If you have the predicted (projected) value and the error term for each t, why can't you calculate ("back out") the actual observed value corresponding to that t?

 

[Amanheis]

I don't understand. How am I supposed to do that? The actual observed value won't be available until several years from now. And "observed value" implies that it is observed, I don't see how I can calculate it.

 

[EnumaElish]

So, the error bars you mentioned are forecast (future) errors? That wasn't clear to me.

Can you post your understanding of what these errors are, or what they represent?

 

[Amanheis]

Yes, the error bars are predicted. I am basically using the specifications of the experiment and the Fisher matrix formalism to assess the quality of the constraints that will be put on fiducial values of a set of parameters.

 

[EnumaElish]

Let me make up an example: you are predicting the value of random variable Y for, say February 2012. You have a point estimate, $$\hat Y(Feb. 2012)$$, and an error "bar" "wrapped around" the point estimate. Have I got it?

 

[Amanheis]

Let me make up an example: you are predicting the value of random variable Y for, say February 2012. You have a point estimate, $$\hat Y(Feb. 2012)$$, and an error "bar" "wrapped around" the point estimate. Have I got it?

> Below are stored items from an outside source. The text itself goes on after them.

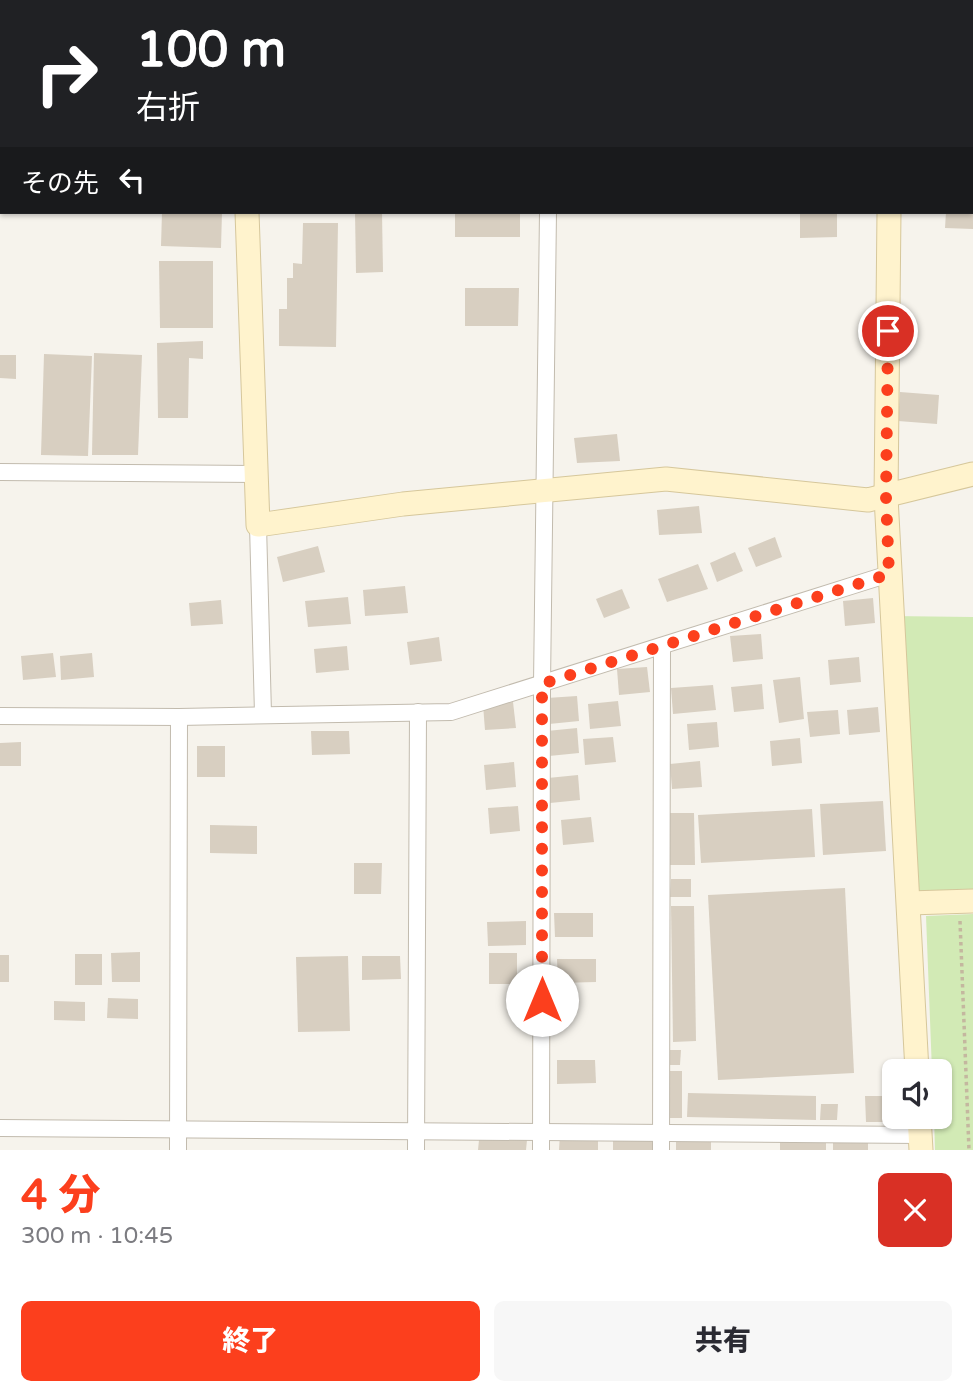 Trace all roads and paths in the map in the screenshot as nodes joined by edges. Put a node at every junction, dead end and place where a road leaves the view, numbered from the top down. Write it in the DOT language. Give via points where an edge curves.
graph roads {
  1 [pos="247,214"];
  2 [pos="548,214"];
  3 [pos="889,214"];
  4 [pos="0,472"];
  5 [pos="256,474"];
  6 [pos="973,474"];
  7 [pos="544,491"];
  8 [pos="886,497"];
  9 [pos="258,525"];
  10 [pos="889,574"];
  11 [pos="662,646"];
  12 [pos="542,684"];
  13 [pos="418,712"];
  14 [pos="263,714"];
  15 [pos="0,716"];
  16 [pos="179,717"];
  17 [pos="966,901"];
  18 [pos="909,903"];
  19 [pos="916,1059"];
  20 [pos="0,1128"];
  21 [pos="179,1129"];
  22 [pos="416,1131"];
  23 [pos="660,1131"];
  24 [pos="541,1132"];
  25 [pos="920,1134"];
  26 [pos="178,1150"];
  27 [pos="416,1150"];
  28 [pos="541,1150"];
  29 [pos="661,1150"];
  30 [pos="969,1150"];
  1 -- 5 [label="street"];
  2 -- 7 [label="street"];
  3 -- 8 [label="street"];
  4 -- 5 [label="street"];
  5 -- 9 [label="street"];
  6 -- 8 [label="street"];
  7 -- 8 [label="street" via="666,479 868,500"];
  7 -- 9 [label="street" via="403,504"];
  7 -- 12 [label="street"];
  8 -- 10 [label="street"];
  9 -- 14 [label="street"];
  10 -- 11 [label="street"];
  10 -- 18 [label="street"];
  11 -- 12 [label="street"];
  11 -- 23 [label="street"];
  12 -- 13 [label="street" via="451,712"];
  12 -- 24 [label="street"];
  13 -- 14 [label="street"];
  13 -- 22 [label="street"];
  14 -- 16 [label="street"];
  15 -- 16 [label="street"];
  16 -- 21 [label="street"];
  17 -- 18 [label="street"];
  17 -- 30 [label="path"];
  18 -- 19 [label="street"];
  20 -- 21 [label="street"];
  21 -- 22 [label="street"];
  21 -- 26 [label="street"];
  22 -- 24 [label="street"];
  22 -- 27 [label="street"];
  23 -- 24 [label="street"];
  23 -- 25 [label="street"];
  23 -- 29 [label="street"];
  24 -- 28 [label="street"];
}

Not quite. We already kind of know the value of Y(Feb 2012). For the sake of clarity let's choose a date in the ast, say the average temperature at some place in the year 1500. Also I will adopt my notation from the original post.
We already kind of know how the temperature behaves over time, depending on a set of parameters, one of them being a=a₀. According to earlier measurements, we expect something like f(1500)=20C, f(1700)=22C and f(1900)=25C.
But we want to constrain it as much as possible and plan an improved experiment. According to my calculations, we are expecting to get error bars of .1C, 0.15C and 0.2C on each of these values after that new experiment. Now we want to see if we are going to be able to test a competing theory (ie. the parameter a has a different value). I want to quantify how much the curve of the new theory with a=a₁ would deviate from the data with the predicted error bars.

 

[EnumaElish]

I can describe how to tell whether the projections based on a₀ are statistically significantly different from a projection based on a₁. The error bars imply a joint distribution of temperatures across years. You can resample data points using this joint distribution and re-estimate f as a function of t based on each (re)sample. This will yield a set of values (an empirical distribution) for the a parameter, with mean = a₀. You can then test whether a₁ is statistically different from the mean, using the empirical distribution of a.